Я вдруг чувствую боль в пальцах. Смотрю вниз и понимаю, что вцепился в автомат до такой степени, что они почти посинели. Пытаюсь разжать их. И вижу, что руки трясутся. Нервы сдали. Я молча поворачиваюсь и ухожу в комнату, откуда только что вышел. Беру банку консервов «Килька в томате», выношу и отдаю ей. Возьмите, бабушка… Мне больше не надо… И ухожу. Почти убегаю. Я не могу смотреть ей в глаза. Пусть даже она почти слепая. Я знаю, что она скажет, когда поймёт, что произошло. Она попытается целовать руки. Она будет благодарить… Я не хочу этого слышать. Я не хочу этого видеть. Не хочу и не могу. Господи, когда ж эти укропы нападут уже?! Трусливые свиньи. Лучше на фронт. Лучше куда угодно, только не сюда. Лучше всё, что угодно, только не это.

Остановился. Пробую отдышаться. Получается с трудом. Сердце гремит в ушах как разрыв «Града». Эти пособия – хотя бы что-то. Чтобы люди просто не умирали от голода. В начале XXI века. В самом центре Европы.

А ведь всего пару недель назад было ещё хуже…

* * *

Пару недель назад… 20 октября. День последней большой бомбардировки Донецка. День, когда на город упала ракета «Точка-У». Вечер. Солнце уже садится. То там, то здесь раздаётся грохот разрывов. «Грады». Миномёты. Гаубицы.

Старый, раздолбанный до крайней степени микроавтобус «Фольксваген» (в отряде ласково именуемый «Фокером») несётся по дороге между Донецком и Макеевкой. Внутри тактическая группа нашего отряда. Я сижу у окна. Темнеет очень быстро.

– Где находится эта Ясиновка?

Старший группы Шах отвечает, не отводя взгляда от дороги:

– Это ничья земля. Её считаем своей и мы, и укропы. Но реально там нет ничьих солдат. Напороться на укров там можно влёгкую. Но и они там влёгкую могут напороться на нас.

– Что это за женщина, которой мы везём еду?

– Не знаю. Она голодает. Старая, из дома выходить не может, а помочь некому.
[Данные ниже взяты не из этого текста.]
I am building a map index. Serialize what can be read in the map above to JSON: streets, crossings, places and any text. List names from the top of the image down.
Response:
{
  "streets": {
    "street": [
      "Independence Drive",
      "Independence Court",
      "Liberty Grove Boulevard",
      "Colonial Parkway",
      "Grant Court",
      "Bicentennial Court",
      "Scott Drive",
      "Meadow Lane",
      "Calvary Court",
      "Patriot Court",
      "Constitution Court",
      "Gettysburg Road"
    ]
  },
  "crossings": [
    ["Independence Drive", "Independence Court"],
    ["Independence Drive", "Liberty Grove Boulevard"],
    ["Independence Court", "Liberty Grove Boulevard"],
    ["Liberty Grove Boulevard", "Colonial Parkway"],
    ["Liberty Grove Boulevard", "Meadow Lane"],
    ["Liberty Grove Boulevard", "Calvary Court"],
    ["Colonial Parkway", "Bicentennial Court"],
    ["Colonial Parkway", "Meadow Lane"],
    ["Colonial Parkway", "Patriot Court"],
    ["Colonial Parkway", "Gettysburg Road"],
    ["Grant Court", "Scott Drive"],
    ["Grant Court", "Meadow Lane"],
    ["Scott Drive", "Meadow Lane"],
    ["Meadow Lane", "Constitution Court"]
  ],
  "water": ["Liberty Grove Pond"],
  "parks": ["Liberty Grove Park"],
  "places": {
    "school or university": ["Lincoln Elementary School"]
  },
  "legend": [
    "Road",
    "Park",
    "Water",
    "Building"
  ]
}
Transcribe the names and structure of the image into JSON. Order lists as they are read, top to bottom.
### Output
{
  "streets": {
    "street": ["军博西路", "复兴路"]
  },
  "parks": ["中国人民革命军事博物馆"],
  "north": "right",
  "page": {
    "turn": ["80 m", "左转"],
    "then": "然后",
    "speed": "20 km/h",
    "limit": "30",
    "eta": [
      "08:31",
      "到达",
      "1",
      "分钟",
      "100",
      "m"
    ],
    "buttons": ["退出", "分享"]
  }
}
Сын вроде есть, но Ленка говорит, что он чмошный. Не помогает ей. Ну, в деревне никакой власти нет, она никому не нужна.

Ещё одна старая женщина, которая просто умрёт от голода, если мы ей не поможем. И мы едем к ней. Боевой группой. Под обстрелом. На ничью землю. Проезжаем последний блокпост. Шах командует снять оружие с предохранителя и дослать патрон в патронник. Салон «Фокера» оглашается клацанием затворов. Лена, наш секретарь, едет с нами. Она знает эту женщину и может точно показать, как к ней проехать. Она сидит посередине салона, между мной и Кузей, бородатым стрелком, начавшим воевать ещё в Приштине. Фактически мы прикрываем её собой с двух сторон.

Машина подпрыгивает на ухабе. Или это воронка.

– Ты не убей нас раньше укропов, Гагик-джан!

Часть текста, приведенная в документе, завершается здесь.